Recurrent Neural Net From Scratch¶
I will skip the reasoning behind why we need RNN. There's plenty on the internet. I'll focus on learning the technical side, and hope that the answers to "why"s will come naturally. This is the same principal as other notebooks in my "from scratch" series. This is heavily based on the basic neural net, so read that one first.
Recall that in a neural network, we have:

For recurrent neural network, we carry over info from the previous data point in the sequence, by incorporating the values of the hidden layer, with its own weight $u$.

Feed forward¶
Rephrasing the diagram, we have the feed forward process as, for each time step $t$,
- $s_{h,t} = x_t W + a_{h,t-1}U + b_h$
- $a_{h,t} = \sigma_h(s_{h,t})$
- $s_{o,t} = a_{h,t}V +b_o$
- $y_t = \sigma_o(s_{o,t})$
h means hidden layer, o means output layer, s means weighted sum, a means activated value. $\sigma$ means the activation function. For the activation functions, we use softmax at the output layer and tanh at the hidden layer.
$$\large tanh(x) = \frac{e^x - e^{-x}}{e^x + e^{-x}} $$
It has the convenient property that
$$ \large (tanh(x))' = 1-(tanh(x))^2 $$
Backpropagation Through Time¶
- As there's dependency bewteen the previous and next steps, backpropagation in RNN goes through the entire sequence, called Backpropagation Through Time (BPTT) where we propagate the gradient not only through layers, but also through the entire sequence of data. This means we sum up the lost of the predictions of the sequece.
Overall loss is
$$ L_{total} = \sum_1^t L_t $$
where
$$ L_t = -y_t log(\hat{y_t}) $$
- Backpropagation from the output layer to the hidden layer is similar as vanila neural network since we don't add anything new between these two layers
- Backpropagation from the hidden layer will go to both the input layer and the hidden layer of the previous data point.

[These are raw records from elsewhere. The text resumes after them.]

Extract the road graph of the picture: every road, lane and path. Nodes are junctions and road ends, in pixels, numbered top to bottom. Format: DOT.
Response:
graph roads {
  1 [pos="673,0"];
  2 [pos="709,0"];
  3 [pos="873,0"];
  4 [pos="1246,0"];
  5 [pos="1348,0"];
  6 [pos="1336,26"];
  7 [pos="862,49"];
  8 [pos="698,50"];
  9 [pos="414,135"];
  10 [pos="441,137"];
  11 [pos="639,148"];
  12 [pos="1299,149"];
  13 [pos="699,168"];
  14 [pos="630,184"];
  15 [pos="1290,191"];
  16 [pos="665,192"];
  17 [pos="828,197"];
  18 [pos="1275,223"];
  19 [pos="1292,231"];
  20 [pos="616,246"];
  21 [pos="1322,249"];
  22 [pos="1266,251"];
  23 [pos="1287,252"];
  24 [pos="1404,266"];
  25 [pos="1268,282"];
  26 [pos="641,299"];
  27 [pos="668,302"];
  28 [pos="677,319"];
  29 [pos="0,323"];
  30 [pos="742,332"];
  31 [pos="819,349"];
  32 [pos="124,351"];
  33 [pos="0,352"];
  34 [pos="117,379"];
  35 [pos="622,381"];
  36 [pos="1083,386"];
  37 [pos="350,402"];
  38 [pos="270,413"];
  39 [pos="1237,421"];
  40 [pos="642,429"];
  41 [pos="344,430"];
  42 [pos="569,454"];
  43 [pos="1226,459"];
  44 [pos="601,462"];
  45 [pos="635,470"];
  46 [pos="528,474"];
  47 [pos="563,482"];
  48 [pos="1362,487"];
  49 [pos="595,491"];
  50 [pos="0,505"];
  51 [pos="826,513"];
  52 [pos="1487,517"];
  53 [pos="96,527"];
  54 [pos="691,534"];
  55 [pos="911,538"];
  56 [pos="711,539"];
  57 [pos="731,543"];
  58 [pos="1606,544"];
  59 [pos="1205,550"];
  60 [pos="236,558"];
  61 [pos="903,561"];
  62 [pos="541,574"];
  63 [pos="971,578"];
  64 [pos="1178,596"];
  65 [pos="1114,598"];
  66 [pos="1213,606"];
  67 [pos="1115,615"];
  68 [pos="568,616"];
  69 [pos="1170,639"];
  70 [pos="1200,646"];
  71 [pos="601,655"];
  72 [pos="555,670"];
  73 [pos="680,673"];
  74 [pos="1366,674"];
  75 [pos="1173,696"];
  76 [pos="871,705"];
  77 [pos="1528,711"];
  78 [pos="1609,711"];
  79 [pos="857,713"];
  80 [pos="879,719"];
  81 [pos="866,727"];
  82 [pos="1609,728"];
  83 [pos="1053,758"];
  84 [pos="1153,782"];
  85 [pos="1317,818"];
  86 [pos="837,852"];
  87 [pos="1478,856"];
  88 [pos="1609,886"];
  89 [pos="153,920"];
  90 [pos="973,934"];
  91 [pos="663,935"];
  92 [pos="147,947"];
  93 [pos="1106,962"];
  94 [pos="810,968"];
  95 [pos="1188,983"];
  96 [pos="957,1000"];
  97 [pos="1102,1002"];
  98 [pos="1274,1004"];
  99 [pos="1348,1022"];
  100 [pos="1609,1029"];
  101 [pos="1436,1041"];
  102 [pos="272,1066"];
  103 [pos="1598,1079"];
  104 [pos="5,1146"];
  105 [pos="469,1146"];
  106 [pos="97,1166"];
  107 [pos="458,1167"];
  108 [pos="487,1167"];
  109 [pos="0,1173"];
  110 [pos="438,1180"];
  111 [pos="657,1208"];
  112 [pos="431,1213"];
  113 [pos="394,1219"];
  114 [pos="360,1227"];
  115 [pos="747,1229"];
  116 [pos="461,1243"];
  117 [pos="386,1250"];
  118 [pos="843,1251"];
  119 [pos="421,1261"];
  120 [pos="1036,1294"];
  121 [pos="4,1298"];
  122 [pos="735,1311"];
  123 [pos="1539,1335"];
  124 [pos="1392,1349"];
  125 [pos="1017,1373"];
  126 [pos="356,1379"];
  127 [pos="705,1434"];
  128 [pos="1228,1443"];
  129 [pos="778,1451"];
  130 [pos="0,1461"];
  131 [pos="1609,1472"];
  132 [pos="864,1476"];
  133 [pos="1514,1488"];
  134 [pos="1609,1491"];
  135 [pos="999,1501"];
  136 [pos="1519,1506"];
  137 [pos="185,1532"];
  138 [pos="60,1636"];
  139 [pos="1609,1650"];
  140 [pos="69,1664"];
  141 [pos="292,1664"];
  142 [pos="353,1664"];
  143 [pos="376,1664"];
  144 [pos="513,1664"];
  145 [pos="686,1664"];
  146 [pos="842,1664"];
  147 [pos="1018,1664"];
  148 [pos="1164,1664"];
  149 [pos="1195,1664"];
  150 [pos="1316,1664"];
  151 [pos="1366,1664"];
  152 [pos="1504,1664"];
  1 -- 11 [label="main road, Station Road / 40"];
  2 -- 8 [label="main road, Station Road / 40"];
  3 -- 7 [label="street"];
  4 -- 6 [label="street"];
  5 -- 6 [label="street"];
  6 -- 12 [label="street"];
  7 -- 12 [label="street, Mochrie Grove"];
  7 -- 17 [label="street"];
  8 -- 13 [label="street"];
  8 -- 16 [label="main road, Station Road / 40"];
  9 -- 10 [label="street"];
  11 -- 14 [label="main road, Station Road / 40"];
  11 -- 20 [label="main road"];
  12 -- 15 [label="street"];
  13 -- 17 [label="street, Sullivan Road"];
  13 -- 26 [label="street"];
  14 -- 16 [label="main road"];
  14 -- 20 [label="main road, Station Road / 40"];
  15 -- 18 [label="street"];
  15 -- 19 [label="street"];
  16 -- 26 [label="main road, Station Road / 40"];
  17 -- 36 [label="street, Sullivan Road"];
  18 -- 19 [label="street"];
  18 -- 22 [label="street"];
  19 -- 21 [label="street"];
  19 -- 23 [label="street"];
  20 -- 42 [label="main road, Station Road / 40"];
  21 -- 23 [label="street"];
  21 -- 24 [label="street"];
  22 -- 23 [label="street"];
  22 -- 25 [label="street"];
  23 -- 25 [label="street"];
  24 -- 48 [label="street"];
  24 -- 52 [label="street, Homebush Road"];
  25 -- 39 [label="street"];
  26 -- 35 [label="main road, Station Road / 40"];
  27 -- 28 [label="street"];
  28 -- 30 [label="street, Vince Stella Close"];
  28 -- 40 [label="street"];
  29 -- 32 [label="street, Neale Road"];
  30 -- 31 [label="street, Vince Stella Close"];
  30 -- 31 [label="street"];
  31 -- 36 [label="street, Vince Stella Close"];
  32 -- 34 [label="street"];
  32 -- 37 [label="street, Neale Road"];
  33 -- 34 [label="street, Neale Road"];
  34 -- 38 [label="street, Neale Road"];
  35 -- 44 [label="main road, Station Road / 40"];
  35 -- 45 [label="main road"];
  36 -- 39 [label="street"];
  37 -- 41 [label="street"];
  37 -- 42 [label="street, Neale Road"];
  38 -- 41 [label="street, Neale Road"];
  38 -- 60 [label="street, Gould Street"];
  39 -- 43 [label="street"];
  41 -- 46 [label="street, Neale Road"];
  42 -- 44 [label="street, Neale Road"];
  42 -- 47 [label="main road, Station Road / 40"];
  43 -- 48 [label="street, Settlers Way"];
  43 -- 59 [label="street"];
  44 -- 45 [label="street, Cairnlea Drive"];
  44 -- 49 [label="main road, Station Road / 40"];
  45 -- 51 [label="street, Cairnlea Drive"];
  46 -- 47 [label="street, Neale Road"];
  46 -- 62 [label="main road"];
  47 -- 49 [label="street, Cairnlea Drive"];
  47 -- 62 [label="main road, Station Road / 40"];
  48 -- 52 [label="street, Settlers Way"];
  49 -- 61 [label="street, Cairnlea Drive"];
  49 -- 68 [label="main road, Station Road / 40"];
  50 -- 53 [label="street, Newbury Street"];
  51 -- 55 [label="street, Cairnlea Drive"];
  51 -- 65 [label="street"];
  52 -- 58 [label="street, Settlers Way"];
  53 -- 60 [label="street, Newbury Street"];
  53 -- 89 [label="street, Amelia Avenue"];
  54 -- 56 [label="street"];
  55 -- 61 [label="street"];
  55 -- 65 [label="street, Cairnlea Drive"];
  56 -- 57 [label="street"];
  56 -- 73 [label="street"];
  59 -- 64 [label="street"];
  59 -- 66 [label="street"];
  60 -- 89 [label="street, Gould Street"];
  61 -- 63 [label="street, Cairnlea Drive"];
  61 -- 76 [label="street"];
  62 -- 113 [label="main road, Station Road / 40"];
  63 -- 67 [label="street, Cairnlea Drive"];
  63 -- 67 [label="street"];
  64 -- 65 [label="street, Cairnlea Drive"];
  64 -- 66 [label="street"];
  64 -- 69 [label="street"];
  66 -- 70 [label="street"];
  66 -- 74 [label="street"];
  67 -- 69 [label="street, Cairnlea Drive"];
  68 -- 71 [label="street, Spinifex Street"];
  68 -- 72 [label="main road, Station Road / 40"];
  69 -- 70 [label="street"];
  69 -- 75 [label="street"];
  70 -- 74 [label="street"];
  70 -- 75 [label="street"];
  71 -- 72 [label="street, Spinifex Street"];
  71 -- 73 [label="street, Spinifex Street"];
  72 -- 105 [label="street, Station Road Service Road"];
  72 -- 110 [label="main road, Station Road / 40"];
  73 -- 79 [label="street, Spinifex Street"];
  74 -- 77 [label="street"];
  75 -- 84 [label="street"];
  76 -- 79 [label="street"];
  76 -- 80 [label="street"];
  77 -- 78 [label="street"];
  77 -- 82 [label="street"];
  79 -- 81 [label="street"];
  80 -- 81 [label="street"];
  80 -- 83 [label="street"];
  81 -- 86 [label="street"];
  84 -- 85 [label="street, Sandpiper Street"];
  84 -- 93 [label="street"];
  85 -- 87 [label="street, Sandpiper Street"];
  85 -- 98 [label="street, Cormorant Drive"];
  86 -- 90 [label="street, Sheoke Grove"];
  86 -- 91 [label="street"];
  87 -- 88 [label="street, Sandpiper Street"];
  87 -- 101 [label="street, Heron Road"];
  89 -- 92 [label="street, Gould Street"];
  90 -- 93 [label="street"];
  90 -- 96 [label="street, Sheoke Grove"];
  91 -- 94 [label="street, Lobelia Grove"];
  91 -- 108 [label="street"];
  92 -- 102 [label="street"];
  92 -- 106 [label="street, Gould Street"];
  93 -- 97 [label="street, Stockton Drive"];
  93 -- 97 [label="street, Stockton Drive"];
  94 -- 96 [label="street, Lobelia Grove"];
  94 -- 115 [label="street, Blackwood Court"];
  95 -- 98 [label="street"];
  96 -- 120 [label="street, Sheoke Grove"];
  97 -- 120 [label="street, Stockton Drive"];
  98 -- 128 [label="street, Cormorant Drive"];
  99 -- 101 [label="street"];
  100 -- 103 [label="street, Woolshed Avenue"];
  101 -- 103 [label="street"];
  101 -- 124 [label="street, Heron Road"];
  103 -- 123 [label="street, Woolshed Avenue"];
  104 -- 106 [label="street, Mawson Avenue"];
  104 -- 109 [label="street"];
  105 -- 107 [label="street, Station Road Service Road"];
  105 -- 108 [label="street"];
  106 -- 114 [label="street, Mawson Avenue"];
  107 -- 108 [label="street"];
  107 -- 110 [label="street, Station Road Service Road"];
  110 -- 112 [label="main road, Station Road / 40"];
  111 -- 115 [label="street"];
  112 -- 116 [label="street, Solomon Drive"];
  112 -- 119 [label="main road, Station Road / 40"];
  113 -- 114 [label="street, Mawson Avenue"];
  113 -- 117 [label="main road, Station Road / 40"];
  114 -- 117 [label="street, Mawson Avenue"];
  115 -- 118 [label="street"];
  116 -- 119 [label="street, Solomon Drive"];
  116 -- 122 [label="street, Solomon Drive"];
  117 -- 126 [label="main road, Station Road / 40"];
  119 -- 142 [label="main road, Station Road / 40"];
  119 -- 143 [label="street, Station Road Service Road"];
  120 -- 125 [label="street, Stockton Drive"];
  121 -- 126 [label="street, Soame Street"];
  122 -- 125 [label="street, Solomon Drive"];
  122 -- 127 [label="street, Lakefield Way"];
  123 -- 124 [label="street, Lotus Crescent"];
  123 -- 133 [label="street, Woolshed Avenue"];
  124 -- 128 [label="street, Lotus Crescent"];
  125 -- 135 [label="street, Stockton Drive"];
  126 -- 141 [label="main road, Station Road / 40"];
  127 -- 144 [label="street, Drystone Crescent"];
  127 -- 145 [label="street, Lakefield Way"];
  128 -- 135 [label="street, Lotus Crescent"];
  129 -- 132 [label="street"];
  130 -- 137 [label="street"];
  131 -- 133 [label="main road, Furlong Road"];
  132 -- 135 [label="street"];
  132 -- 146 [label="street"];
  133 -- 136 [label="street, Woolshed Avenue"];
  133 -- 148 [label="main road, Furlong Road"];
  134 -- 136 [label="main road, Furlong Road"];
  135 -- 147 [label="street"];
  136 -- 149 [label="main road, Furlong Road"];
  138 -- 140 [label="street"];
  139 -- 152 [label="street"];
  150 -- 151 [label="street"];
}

Weights from the output layer to the hidden layer¶
From the math of basic neural net, we know
$$ \large \frac{\partial L_t}{\partial V} = (\hat{y_t} - y_t) \cdot a_{h,t} $$
Replace $a_h$ with 1 for the bias term
Weights from the hidden to the input layer and previous data point¶
From above setup, we can see that $s_{h,t}$ is an important term as it's a function of $W, U, a_{h,t-1}$. In backpropagation, the gradient will flow from $s_{h,t}$ to those components like the following, based on the formula in the feedforward section above:
$$\large \begin{align} \frac{\partial L_t}{\partial W} &= \frac{\partial L_t}{\partial s_{h,t}} \cdot x_t \\ \frac{\partial L_t}{\partial U} &= \frac{\partial L_t}{\partial s_{h,t}} \cdot a_{h,t-1} \\ \frac{\partial L_t}{\partial b_h} &= \frac{\partial L_t}{\partial s_{h,t}} \end{align} $$
To get $\Large \frac{\partial L_t}{\partial s_{h,t}}$, we have
$$\large \begin{align} \frac{\partial L_t}{\partial s_{h,t}} & = \frac{\partial L_t}{\partial a_{h,t}}\cdot \frac{\partial a_{h,t}}{\partial s_{h,t}} \\ & = \frac{\partial L_t}{\partial a_{h,t}}\cdot \frac{\partial \sigma_h(s_{h,t})}{\partial s_{h,t}} \\ & = \frac{\partial L_t}{\partial a_{h,t}}\cdot (1-(tanh(s_{h,t}))^2) \end{align} $$
All we have left to derive is $\Large \frac{\partial L_t}{\partial a_{h,t}}$. As $\large a_{h,t}$ contributes to $L_{t+1}$, the gradient from $L_{t+1}$ also goes to $\large a_{h,t}$. Therefore
$$\large \begin{align} \frac{\partial L_t}{\partial a_{h,t}} &= \frac{\partial L_t}{\partial s_{o,t}} \cdot \frac{\partial s_{o,t}}{\partial a_{h,t}} + \frac{\partial L_{t+1}}{\partial s_{h,t+1}} \cdot \frac{\partial s_{h,t+1}}{\partial a_{h,t}} \\ &= (\hat{y_t} - y_t)\cdot V + \frac{\partial L_{t+1}}{\partial s_{h,t+1}} \cdot U \end{align} $$
Problem to solve¶
We'll use RNN to solve a toy problem of predicting the next number in mod 3. 1 is next to 0, 2 is next to 1, 0 is next to 2.
import numpy as np
# length of the sequence is the length of the problem. Keep it not too big for calculation, but not too small to be boring.
length = 50
x_num = [np.random.randint(0, 3) for i in range(length)]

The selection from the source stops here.